WAHA Incident Router — Shadow Cutover Procedure

Status: Ready for execution Worker: waha.infra.zintegrowana.online (live) Shadow target: n8n wa-router workflow (vps-h1) Owner: Radek Konarski Related: waha-incident-router.md, waha.md


Overview

The shadow cutover runs both the production Worker and the legacy n8n wa-router in parallel for 7 days. All incoming WhatsApp messages are forwarded to both receivers simultaneously (dual webhook). The legacy receiver operates in log-only / shadow mode — it must not write incidents to Supabase or send WhatsApp replies. After the 7-day validation window, the n8n shadow webhook is removed.


Prerequisites

Before starting the dual-webhook phase, verify:

  • Worker is live and processing messages at waha.infra.zintegrowana.online
  • At least one real incident has been created via the Worker (confirming Supabase write path works)
  • Grafana WAHA Incident Router dashboard is visible and panels load without errors
  • n8n wa-router workflow is updated to shadow mode (no Supabase writes, no WA replies — log only)
  • WAHA session default on vps-h1 is active and authenticated

Step 1 — Enable n8n shadow mode

Open the n8n wa-router workflow and disable any nodes that write to Supabase or send WhatsApp messages. Add a Function node at the start that logs the payload to n8n execution history and returns without further processing.

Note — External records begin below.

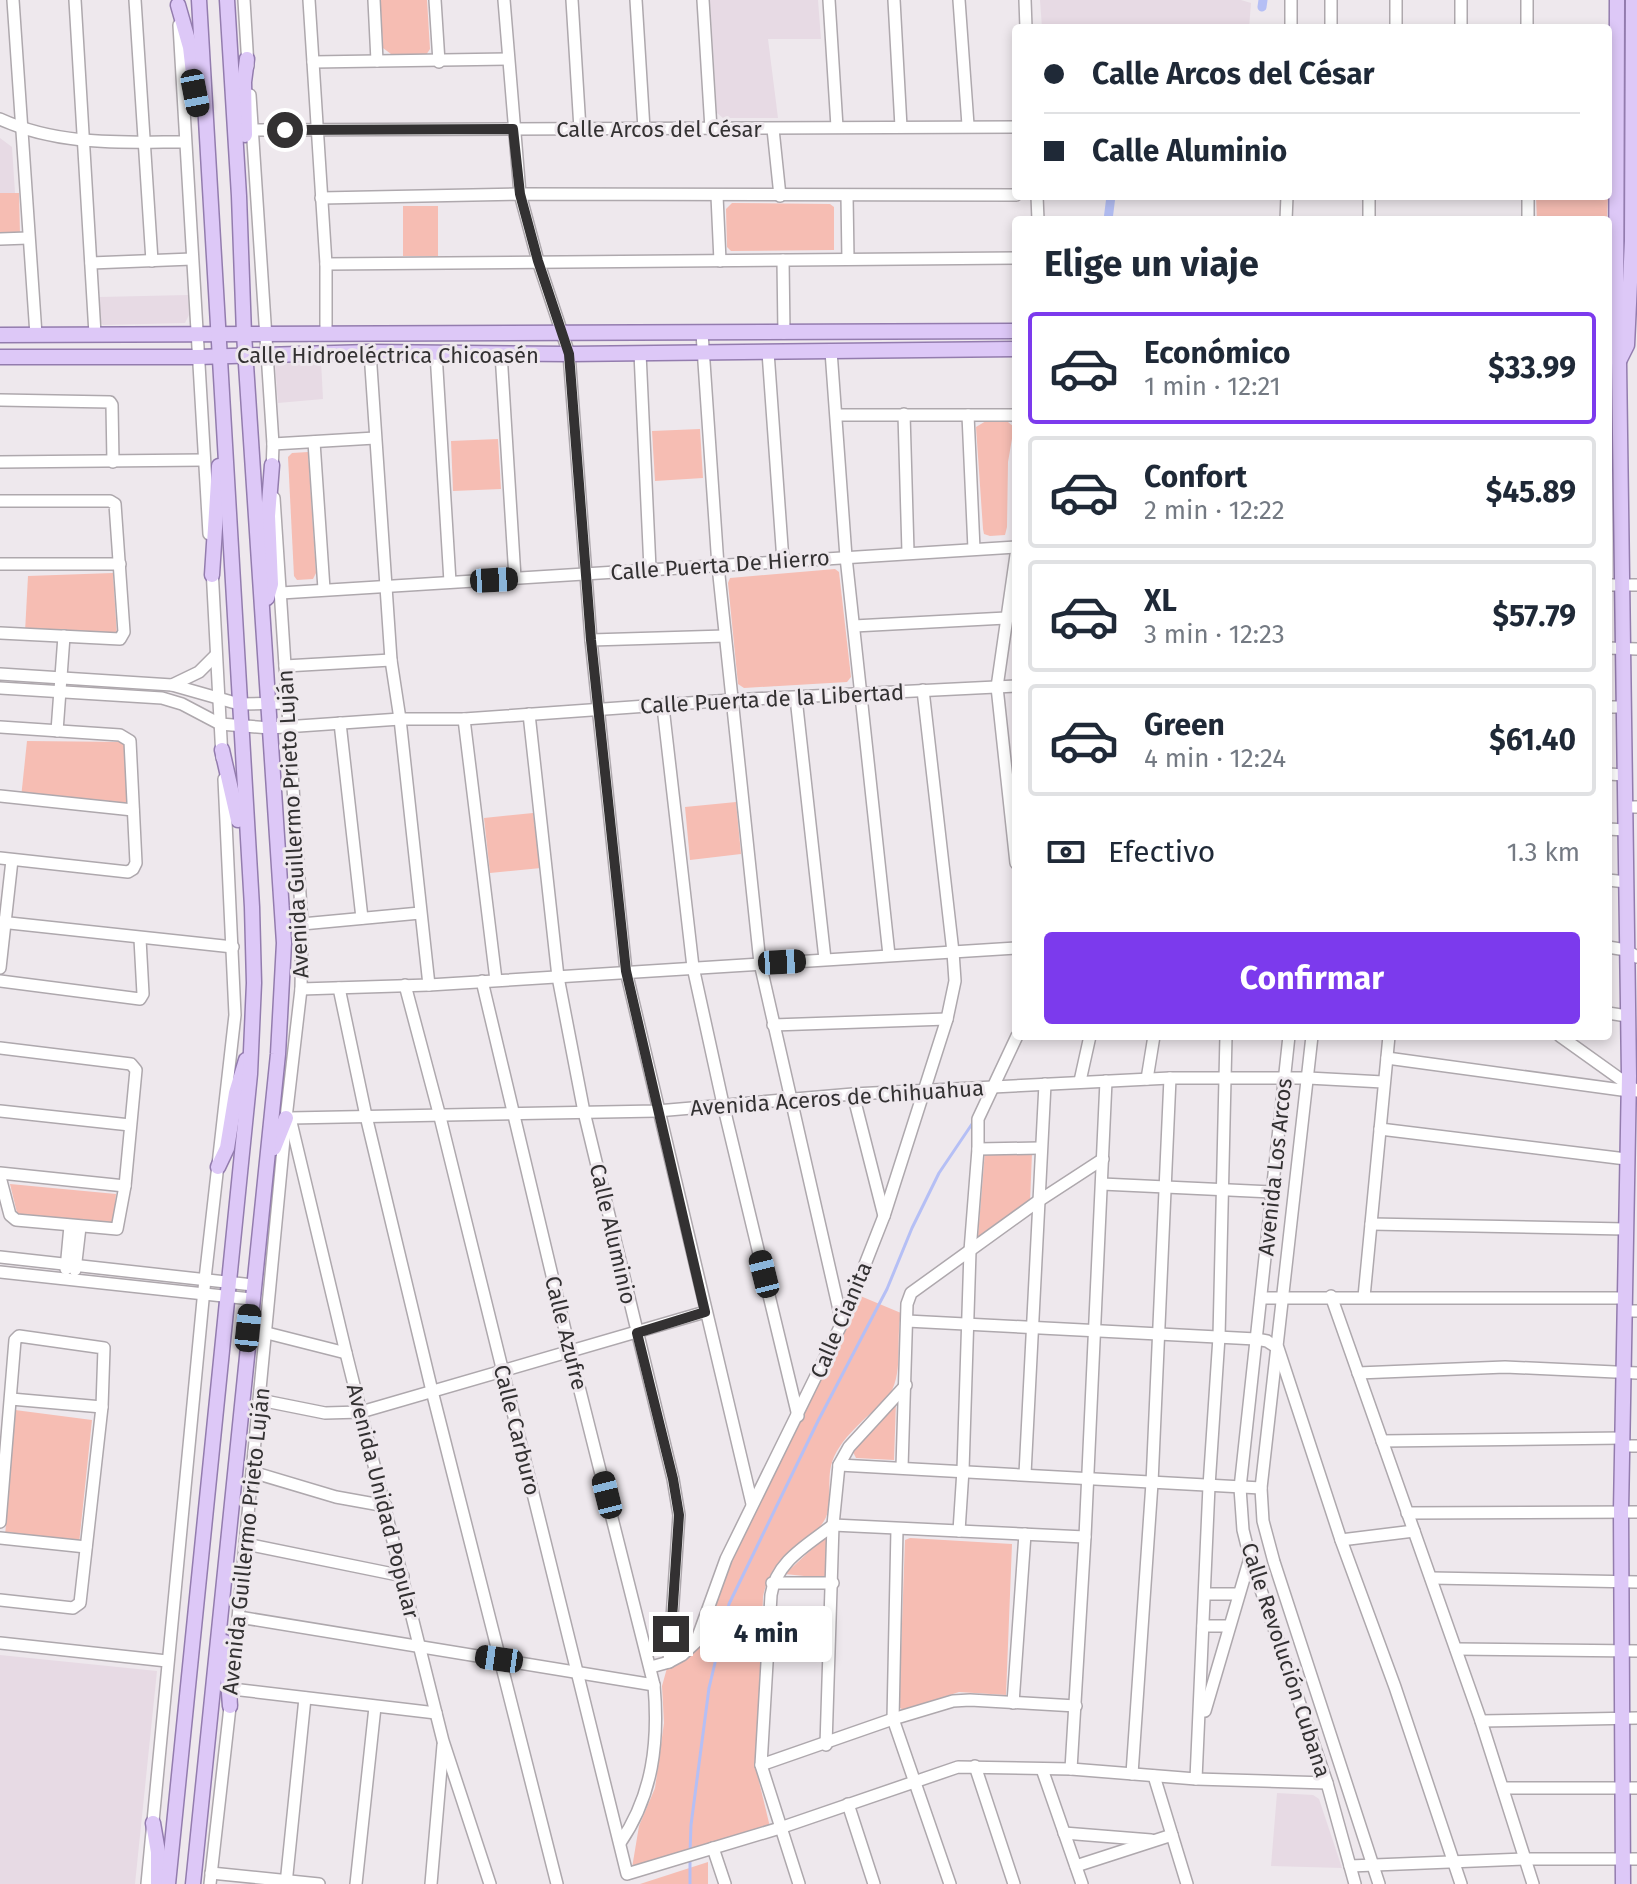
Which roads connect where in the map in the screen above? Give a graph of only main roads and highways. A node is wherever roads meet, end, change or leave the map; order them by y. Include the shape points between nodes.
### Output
1 (199, 0) edge
2 (227, 0) edge
3 (1617, 0) edge
4 (1633, 0) edge
5 (178, 2) edge
6 (1635, 26) edge
7 (1612, 30) edge
8 (247, 59) road end
9 (1624, 92) edge
10 (207, 153) junction
11 (1619, 164) edge
12 (239, 196) junction
13 (1619, 242) edge
14 (1623, 309) edge
15 (1012, 331) edge
16 (220, 334) junction
17 (244, 334) junction
18 (0, 335) edge
19 (1622, 344) edge
20 (1012, 349) edge
21 (245, 355) junction
22 (221, 356) junction
23 (0, 357) edge
24 (1614, 397) edge
25 (223, 442) junction
26 (1614, 460) edge
27 (272, 465) road end
28 (1614, 521) edge
29 (212, 575) road end
30 (1614, 585) edge
31 (263, 618) junction
32 (1622, 649) edge
33 (1615, 707) edge
34 (222, 750) road end
35 (1631, 807) edge
36 (1631, 855) edge
37 (252, 907) junction
38 (1630, 951) edge
39 (252, 1041) junction
40 (1632, 1081) edge
41 (288, 1118) road end
42 (218, 1167) road end
43 (1631, 1177) edge
44 (262, 1191) junction
45 (1631, 1247) edge
46 (1628, 1306) edge
47 (1630, 1373) edge
48 (1627, 1443) edge
49 (221, 1593) junction
50 (1629, 1651) edge
51 (230, 1706) road end
52 (1629, 1718) edge
53 (1630, 1788) edge
54 (153, 1823) road end
55 (1630, 1859) edge
56 (158, 1884) edge
57 (168, 1884) edge
58 (193, 1884) edge
59 (1623, 1884) edge

1 - 10 main road, Avenida Guillermo Prieto Luján
2 - 12 main road, Avenida Guillermo Prieto Luján
3 - 7 main road
4 - 6 main road
5 - 10 main road
6 - 9 main road
7 - 9 main road
8 - 12 main road
9 - 11 main road
10 - 16 main road, Avenida Guillermo Prieto Luján
11 - 13 main road
12 - 17 main road, Avenida Guillermo Prieto Luján
13 - 14 main road
14 - 19 main road
15 - 17 main road, Calle Hidroeléctrica Chicoasén
16 - 17 main road, Calle Hidroeléctrica Chicoasén
16 - 18 main road, Calle Hidroeléctrica Chicoasén
16 - 22 main road, Avenida Guillermo Prieto Luján
17 - 21 main road, Avenida Guillermo Prieto Luján
19 - 24 main road
20 - 21 main road, Calle Hidroeléctrica Chicoasén
21 - 22 main road, Calle Hidroeléctrica Chicoasén
21 - 31 main road, Avenida Guillermo Prieto Luján
22 - 23 main road, Calle Hidroeléctrica Chicoasén
22 - 25 main road, Avenida Guillermo Prieto Luján
24 - 26 main road
25 - 29 main road via 215,488
25 - 37 main road, Avenida Guillermo Prieto Luján
26 - 28 main road
27 - 31 main road via 271,584
28 - 30 main road
30 - 32 main road
31 - 44 main road, Avenida Guillermo Prieto Luján via 284,943
32 - 33 main road
33 - 35 main road
34 - 37 main road
35 - 36 main road via 1625,830
36 - 38 main road via 1626,882
37 - 39 main road, Avenida Guillermo Prieto Luján
38 - 40 main road
39 - 42 main road
39 - 57 main road, Avenida Guillermo Prieto Luján
40 - 43 main road via 1626,1159
41 - 44 main road via 280,1127
43 - 45 main road via 1625,1229
44 - 49 main road, Avenida Guillermo Prieto Luján
45 - 46 main road
46 - 47 main road
47 - 48 main road
48 - 50 main road via 1621,1582
49 - 51 main road
49 - 58 main road, Avenida Guillermo Prieto Luján
50 - 52 main road
52 - 53 main road
53 - 55 main road
54 - 56 main road
55 - 59 main road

Validate by sending a test message and confirming no Supabase row is created by n8n, while the Worker processes it normally.

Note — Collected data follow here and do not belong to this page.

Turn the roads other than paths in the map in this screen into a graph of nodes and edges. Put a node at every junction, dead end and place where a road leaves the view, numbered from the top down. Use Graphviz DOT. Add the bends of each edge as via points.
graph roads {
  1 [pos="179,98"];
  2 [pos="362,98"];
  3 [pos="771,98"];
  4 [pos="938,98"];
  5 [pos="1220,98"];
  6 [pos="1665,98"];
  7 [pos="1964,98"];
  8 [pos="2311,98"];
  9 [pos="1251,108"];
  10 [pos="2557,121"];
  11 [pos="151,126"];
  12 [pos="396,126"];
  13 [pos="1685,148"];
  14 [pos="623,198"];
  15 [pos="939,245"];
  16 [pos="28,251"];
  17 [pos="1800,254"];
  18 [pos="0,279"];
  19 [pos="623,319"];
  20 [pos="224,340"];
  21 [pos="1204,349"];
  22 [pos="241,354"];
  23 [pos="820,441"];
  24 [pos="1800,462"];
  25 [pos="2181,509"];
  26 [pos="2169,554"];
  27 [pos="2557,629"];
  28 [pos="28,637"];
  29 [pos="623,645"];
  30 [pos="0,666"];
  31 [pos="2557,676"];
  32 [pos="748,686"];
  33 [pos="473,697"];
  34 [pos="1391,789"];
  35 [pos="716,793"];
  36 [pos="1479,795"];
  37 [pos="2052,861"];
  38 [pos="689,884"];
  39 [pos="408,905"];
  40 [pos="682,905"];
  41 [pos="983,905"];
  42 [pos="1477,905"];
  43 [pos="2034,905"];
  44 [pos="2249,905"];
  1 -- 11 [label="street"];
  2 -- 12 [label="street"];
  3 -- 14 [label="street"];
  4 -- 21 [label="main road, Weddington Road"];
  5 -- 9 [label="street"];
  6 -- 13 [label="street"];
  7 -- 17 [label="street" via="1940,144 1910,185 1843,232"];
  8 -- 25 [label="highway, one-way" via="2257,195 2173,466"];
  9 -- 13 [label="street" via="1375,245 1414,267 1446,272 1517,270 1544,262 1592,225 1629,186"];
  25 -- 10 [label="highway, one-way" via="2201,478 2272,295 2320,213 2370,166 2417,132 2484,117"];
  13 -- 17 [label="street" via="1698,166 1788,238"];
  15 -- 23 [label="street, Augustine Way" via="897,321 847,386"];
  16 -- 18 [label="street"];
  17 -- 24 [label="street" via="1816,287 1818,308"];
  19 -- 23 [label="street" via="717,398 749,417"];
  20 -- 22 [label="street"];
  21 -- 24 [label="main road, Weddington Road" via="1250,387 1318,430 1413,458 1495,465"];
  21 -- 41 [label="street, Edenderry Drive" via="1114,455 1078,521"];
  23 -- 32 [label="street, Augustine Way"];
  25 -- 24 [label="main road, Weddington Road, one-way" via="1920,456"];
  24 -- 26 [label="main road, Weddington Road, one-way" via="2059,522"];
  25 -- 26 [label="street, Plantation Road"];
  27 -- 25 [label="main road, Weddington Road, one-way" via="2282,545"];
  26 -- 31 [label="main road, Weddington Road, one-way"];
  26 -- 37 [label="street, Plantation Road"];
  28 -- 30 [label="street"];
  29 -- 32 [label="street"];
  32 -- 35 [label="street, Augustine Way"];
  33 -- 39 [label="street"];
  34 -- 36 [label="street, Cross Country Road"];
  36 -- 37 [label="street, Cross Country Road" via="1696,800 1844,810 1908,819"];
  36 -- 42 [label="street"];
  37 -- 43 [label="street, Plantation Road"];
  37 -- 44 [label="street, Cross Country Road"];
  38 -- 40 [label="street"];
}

Step 2 — Configure dual webhook in WAHA

WAHA supports multiple webhooks per session. Add the n8n webhook URL as a secondary receiver.

# SSH to vps-h1
ssh -i C:\Users\konar\.ssh\id_ed25519 root@72.60.32.61
 
# Check current WAHA webhook config
curl -s http://localhost:13000/api/sessions/default | python3 -m json.tool | grep -A 20 webhook
 
# Add secondary webhook (n8n endpoint)
curl -X PATCH http://localhost:13000/api/sessions/default \
  -H "Content-Type: application/json" \
  -H "X-Api-Key: ${WAHA_API_KEY}" \
  -d '{
    "config": {
      "webhooks": [
        {
          "url": "https://waha.infra.zintegrowana.online/webhook/waha",
          "events": ["message"],
          "hmac": { "key": "${WAHA_HMAC_SECRET}" }
        },
        {
          "url": "https://n8n.vps-h1.infra.zintegrowana.online/webhook/wa-router-shadow",
          "events": ["message"]
        }
      ]
    }
  }'

Verify both webhooks are registered:

curl -s http://localhost:13000/api/sessions/default | python3 -m json.tool | grep -A 5 url

Expected output: two URLs listed under webhooks.


Step 3 — Validation checklist (run daily, days 1–7)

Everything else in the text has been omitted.